**TASK STATEMENT**.
The answer is all of the data repeated exactly, with each picture omitted.

━━━ INPUT ━━━

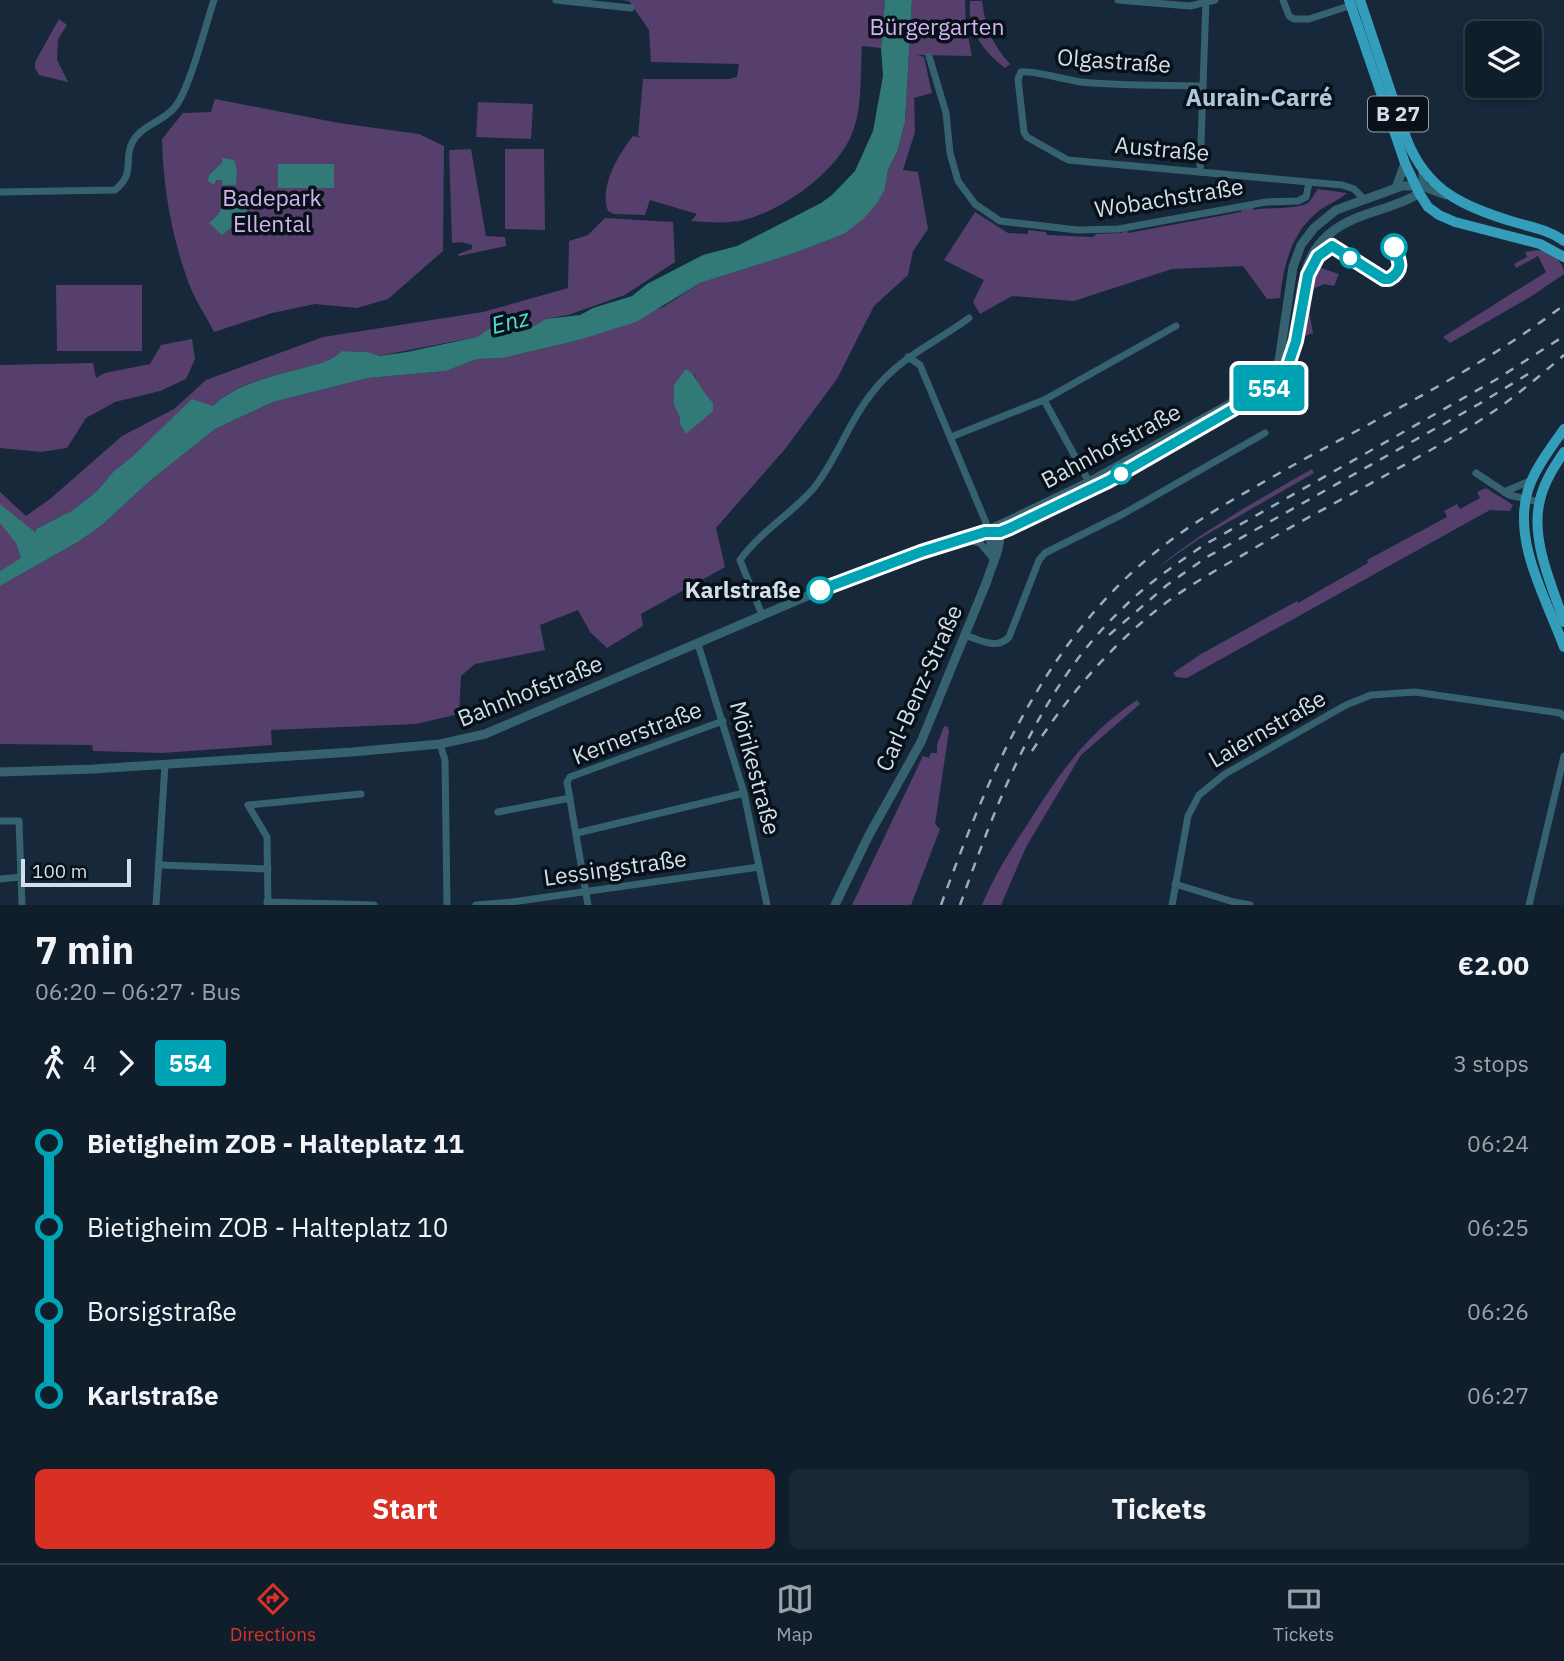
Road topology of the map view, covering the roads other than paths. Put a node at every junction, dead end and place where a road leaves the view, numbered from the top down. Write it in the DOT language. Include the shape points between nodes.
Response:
graph roads {
  1 [pos="214,0"];
  2 [pos="556,0"];
  3 [pos="1118,0"];
  4 [pos="1215,0"];
  5 [pos="1283,0"];
  6 [pos="1206,2"];
  7 [pos="1355,2"];
  8 [pos="631,8"];
  9 [pos="929,56"];
  10 [pos="1024,71"];
  11 [pos="1203,86"];
  12 [pos="1405,163"];
  13 [pos="1423,169"];
  14 [pos="1199,172"];
  15 [pos="1309,183"];
  16 [pos="1396,188"];
  17 [pos="1418,188"];
  18 [pos="0,192"];
  19 [pos="1446,195"];
  20 [pos="1364,199"];
  21 [pos="1564,241"];
  22 [pos="1564,257"];
  23 [pos="969,318"];
  24 [pos="1176,326"];
  25 [pos="908,356"];
  26 [pos="1280,366"];
  27 [pos="1044,400"];
  28 [pos="1564,429"];
  29 [pos="1265,433"];
  30 [pos="951,437"];
  31 [pos="1564,452"];
  32 [pos="1476,473"];
  33 [pos="1532,479"];
  34 [pos="1089,482"];
  35 [pos="1504,492"];
  36 [pos="1525,499"];
  37 [pos="1539,502"];
  38 [pos="998,526"];
  39 [pos="989,530"];
  40 [pos="964,539"];
  41 [pos="993,558"];
  42 [pos="762,615"];
  43 [pos="1564,622"];
  44 [pos="964,635"];
  45 [pos="698,644"];
  46 [pos="1564,647"];
  47 [pos="1563,713"];
  48 [pos="723,721"];
  49 [pos="440,744"];
  50 [pos="1564,756"];
  51 [pos="165,764"];
  52 [pos="0,772"];
  53 [pos="744,793"];
  54 [pos="361,794"];
  55 [pos="570,798"];
  56 [pos="498,811"];
  57 [pos="0,821"];
  58 [pos="577,832"];
  59 [pos="160,864"];
  60 [pos="759,867"];
  61 [pos="268,869"];
  62 [pos="21,877"];
  63 [pos="0,879"];
  64 [pos="1175,884"];
  65 [pos="587,891"];
  66 [pos="267,903"];
  67 [pos="512,904"];
  68 [pos="22,905"];
  69 [pos="156,905"];
  70 [pos="374,905"];
  71 [pos="447,905"];
  72 [pos="476,905"];
  73 [pos="588,905"];
  74 [pos="766,905"];
  75 [pos="835,905"];
  76 [pos="1172,905"];
  77 [pos="1250,905"];
  78 [pos="1529,905"];
  1 -- 18 [label="street" via="182,95 171,112 138,134 130,147 123,183 115,190"];
  2 -- 8 [label="street"];
  3 -- 6 [label="street" via="1189,6"];
  4 -- 6 [label="street"];
  5 -- 7 [label="street" via="1289,16 1301,20"];
  6 -- 11 [label="street"];
  7 -- 12 [label="main road, B 27"];
  7 -- 13 [label="main road, B 27" via="1406,140"];
  9 -- 15 [label="street, Wobachstraße" via="946,113 958,181 975,204 1000,221 1077,230 1118,229 1266,202 1298,201 1306,197"];
  10 -- 11 [label="street, Olgastraße" via="1089,82"];
  10 -- 14 [label="street, Austraße" via="1018,79 1024,132 1059,157"];
  11 -- 14 [label="street"];
  12 -- 16 [label="street"];
  12 -- 17 [label="main road, B 27"];
  13 -- 17 [label="street"];
  13 -- 19 [label="main road, B 27"];
  14 -- 15 [label="street, Austraße"];
  15 -- 20 [label="street, Austraße" via="1348,186"];
  16 -- 17 [label="street"];
  16 -- 20 [label="street"];
  17 -- 19 [label="street"];
  17 -- 22 [label="main road, B 27" via="1431,210 1445,219 1540,244"];
  17 -- 26 [label="street, Bahnhofstraße" via="1346,223 1313,251 1300,288 1291,342"];
  19 -- 21 [label="main road, B 27"];
  20 -- 26 [label="street" via="1327,215 1301,245 1291,274"];
  23 -- 25 [label="street"];
  24 -- 27 [label="street"];
  25 -- 30 [label="street" via="920,365"];
  25 -- 42 [label="street" via="870,395 814,487 740,560"];
  26 -- 34 [label="street, Bahnhofstraße" via="1230,404"];
  27 -- 30 [label="street"];
  27 -- 34 [label="street"];
  28 -- 33 [label="main road"];
  29 -- 44 [label="street" via="1123,514 1045,552 1003,643"];
  30 -- 39 [label="street"];
  31 -- 37 [label="main road"];
  32 -- 35 [label="street"];
  33 -- 35 [label="street"];
  33 -- 36 [label="main road"];
  34 -- 38 [label="street, Bahnhofstraße"];
  35 -- 36 [label="street"];
  36 -- 37 [label="street"];
  36 -- 46 [label="main road" via="1524,526 1532,561"];
  37 -- 43 [label="main road" via="1539,540"];
  38 -- 39 [label="street, Bahnhofstraße"];
  38 -- 41 [label="street, Carl-Benz-Straße" via="1000,549"];
  39 -- 40 [label="street, Bahnhofstraße"];
  39 -- 41 [label="street, Carl-Benz-Straße"];
  40 -- 41 [label="street" via="980,543"];
  40 -- 42 [label="street, Bahnhofstraße" via="854,576"];
  41 -- 44 [label="street, Carl-Benz-Straße"];
  42 -- 45 [label="street, Bahnhofstraße"];
  44 -- 75 [label="street, Carl-Benz-Straße" via="921,742"];
  45 -- 48 [label="street, Mörikestraße"];
  45 -- 49 [label="street, Bahnhofstraße" via="485,734"];
  47 -- 64 [label="street, Laiernstraße" via="1429,693 1389,692 1356,701 1214,781 1199,795 1188,816"];
  48 -- 53 [label="street, Mörikestraße"];
  48 -- 55 [label="street, Kernerstraße" via="570,777"];
  49 -- 51 [label="street, Bahnhofstraße"];
  49 -- 71 [label="street" via="445,760"];
  50 -- 78 [label="street"];
  51 -- 52 [label="street, Bahnhofstraße"];
  51 -- 59 [label="street"];
  53 -- 58 [label="street"];
  53 -- 60 [label="street, Mörikestraße"];
  54 -- 61 [label="street" via="248,805 267,837"];
  55 -- 56 [label="street, Kernerstraße"];
  55 -- 58 [label="street"];
  57 -- 62 [label="street" via="19,821"];
  58 -- 65 [label="street"];
  59 -- 61 [label="street"];
  59 -- 69 [label="street"];
  60 -- 65 [label="street, Lessingstraße"];
  60 -- 74 [label="street, Mörikestraße"];
  61 -- 66 [label="street"];
  62 -- 63 [label="street"];
  62 -- 68 [label="street"];
  64 -- 76 [label="street, Laiernstraße"];
  64 -- 77 [label="street"];
  65 -- 67 [label="street, Lessingstraße"];
  65 -- 73 [label="street"];
  66 -- 70 [label="street"];
  67 -- 72 [label="street, Lessingstraße"];
}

━━━

**EXERCISE SOLUTION**.
Road topology of the map view, covering the roads other than paths. Put a node at every junction, dead end and place where a road leaves the view, numbered from the top down. Write it in the DOT language. Include the shape points between nodes.
Response:
graph roads {
  1 [pos="214,0"];
  2 [pos="556,0"];
  3 [pos="1118,0"];
  4 [pos="1215,0"];
  5 [pos="1283,0"];
  6 [pos="1206,2"];
  7 [pos="1355,2"];
  8 [pos="631,8"];
  9 [pos="929,56"];
  10 [pos="1024,71"];
  11 [pos="1203,86"];
  12 [pos="1405,163"];
  13 [pos="1423,169"];
  14 [pos="1199,172"];
  15 [pos="1309,183"];
  16 [pos="1396,188"];
  17 [pos="1418,188"];
  18 [pos="0,192"];
  19 [pos="1446,195"];
  20 [pos="1364,199"];
  21 [pos="1564,241"];
  22 [pos="1564,257"];
  23 [pos="969,318"];
  24 [pos="1176,326"];
  25 [pos="908,356"];
  26 [pos="1280,366"];
  27 [pos="1044,400"];
  28 [pos="1564,429"];
  29 [pos="1265,433"];
  30 [pos="951,437"];
  31 [pos="1564,452"];
  32 [pos="1476,473"];
  33 [pos="1532,479"];
  34 [pos="1089,482"];
  35 [pos="1504,492"];
  36 [pos="1525,499"];
  37 [pos="1539,502"];
  38 [pos="998,526"];
  39 [pos="989,530"];
  40 [pos="964,539"];
  41 [pos="993,558"];
  42 [pos="762,615"];
  43 [pos="1564,622"];
  44 [pos="964,635"];
  45 [pos="698,644"];
  46 [pos="1564,647"];
  47 [pos="1563,713"];
  48 [pos="723,721"];
  49 [pos="440,744"];
  50 [pos="1564,756"];
  51 [pos="165,764"];
  52 [pos="0,772"];
  53 [pos="744,793"];
  54 [pos="361,794"];
  55 [pos="570,798"];
  56 [pos="498,811"];
  57 [pos="0,821"];
  58 [pos="577,832"];
  59 [pos="160,864"];
  60 [pos="759,867"];
  61 [pos="268,869"];
  62 [pos="21,877"];
  63 [pos="0,879"];
  64 [pos="1175,884"];
  65 [pos="587,891"];
  66 [pos="267,903"];
  67 [pos="512,904"];
  68 [pos="22,905"];
  69 [pos="156,905"];
  70 [pos="374,905"];
  71 [pos="447,905"];
  72 [pos="476,905"];
  73 [pos="588,905"];
  74 [pos="766,905"];
  75 [pos="835,905"];
  76 [pos="1172,905"];
  77 [pos="1250,905"];
  78 [pos="1529,905"];
  1 -- 18 [label="street" via="182,95 171,112 138,134 130,147 123,183 115,190"];
  2 -- 8 [label="street"];
  3 -- 6 [label="street" via="1189,6"];
  4 -- 6 [label="street"];
  5 -- 7 [label="street" via="1289,16 1301,20"];
  6 -- 11 [label="street"];
  7 -- 12 [label="main road, B 27"];
  7 -- 13 [label="main road, B 27" via="1406,140"];
  9 -- 15 [label="street, Wobachstraße" via="946,113 958,181 975,204 1000,221 1077,230 1118,229 1266,202 1298,201 1306,197"];
  10 -- 11 [label="street, Olgastraße" via="1089,82"];
  10 -- 14 [label="street, Austraße" via="1018,79 1024,132 1059,157"];
  11 -- 14 [label="street"];
  12 -- 16 [label="street"];
  12 -- 17 [label="main road, B 27"];
  13 -- 17 [label="street"];
  13 -- 19 [label="main road, B 27"];
  14 -- 15 [label="street, Austraße"];
  15 -- 20 [label="street, Austraße" via="1348,186"];
  16 -- 17 [label="street"];
  16 -- 20 [label="street"];
  17 -- 19 [label="street"];
  17 -- 22 [label="main road, B 27" via="1431,210 1445,219 1540,244"];
  17 -- 26 [label="street, Bahnhofstraße" via="1346,223 1313,251 1300,288 1291,342"];
  19 -- 21 [label="main road, B 27"];
  20 -- 26 [label="street" via="1327,215 1301,245 1291,274"];
  23 -- 25 [label="street"];
  24 -- 27 [label="street"];
  25 -- 30 [label="street" via="920,365"];
  25 -- 42 [label="street" via="870,395 814,487 740,560"];
  26 -- 34 [label="street, Bahnhofstraße" via="1230,404"];
  27 -- 30 [label="street"];
  27 -- 34 [label="street"];
  28 -- 33 [label="main road"];
  29 -- 44 [label="street" via="1123,514 1045,552 1003,643"];
  30 -- 39 [label="street"];
  31 -- 37 [label="main road"];
  32 -- 35 [label="street"];
  33 -- 35 [label="street"];
  33 -- 36 [label="main road"];
  34 -- 38 [label="street, Bahnhofstraße"];
  35 -- 36 [label="street"];
  36 -- 37 [label="street"];
  36 -- 46 [label="main road" via="1524,526 1532,561"];
  37 -- 43 [label="main road" via="1539,540"];
  38 -- 39 [label="street, Bahnhofstraße"];
  38 -- 41 [label="street, Carl-Benz-Straße" via="1000,549"];
  39 -- 40 [label="street, Bahnhofstraße"];
  39 -- 41 [label="street, Carl-Benz-Straße"];
  40 -- 41 [label="street" via="980,543"];
  40 -- 42 [label="street, Bahnhofstraße" via="854,576"];
  41 -- 44 [label="street, Carl-Benz-Straße"];
  42 -- 45 [label="street, Bahnhofstraße"];
  44 -- 75 [label="street, Carl-Benz-Straße" via="921,742"];
  45 -- 48 [label="street, Mörikestraße"];
  45 -- 49 [label="street, Bahnhofstraße" via="485,734"];
  47 -- 64 [label="street, Laiernstraße" via="1429,693 1389,692 1356,701 1214,781 1199,795 1188,816"];
  48 -- 53 [label="street, Mörikestraße"];
  48 -- 55 [label="street, Kernerstraße" via="570,777"];
  49 -- 51 [label="street, Bahnhofstraße"];
  49 -- 71 [label="street" via="445,760"];
  50 -- 78 [label="street"];
  51 -- 52 [label="street, Bahnhofstraße"];
  51 -- 59 [label="street"];
  53 -- 58 [label="street"];
  53 -- 60 [label="street, Mörikestraße"];
  54 -- 61 [label="street" via="248,805 267,837"];
  55 -- 56 [label="street, Kernerstraße"];
  55 -- 58 [label="street"];
  57 -- 62 [label="street" via="19,821"];
  58 -- 65 [label="street"];
  59 -- 61 [label="street"];
  59 -- 69 [label="street"];
  60 -- 65 [label="street, Lessingstraße"];
  60 -- 74 [label="street, Mörikestraße"];
  61 -- 66 [label="street"];
  62 -- 63 [label="street"];
  62 -- 68 [label="street"];
  64 -- 76 [label="street, Laiernstraße"];
  64 -- 77 [label="street"];
  65 -- 67 [label="street, Lessingstraße"];
  65 -- 73 [label="street"];
  66 -- 70 [label="street"];
  67 -- 72 [label="street, Lessingstraße"];
}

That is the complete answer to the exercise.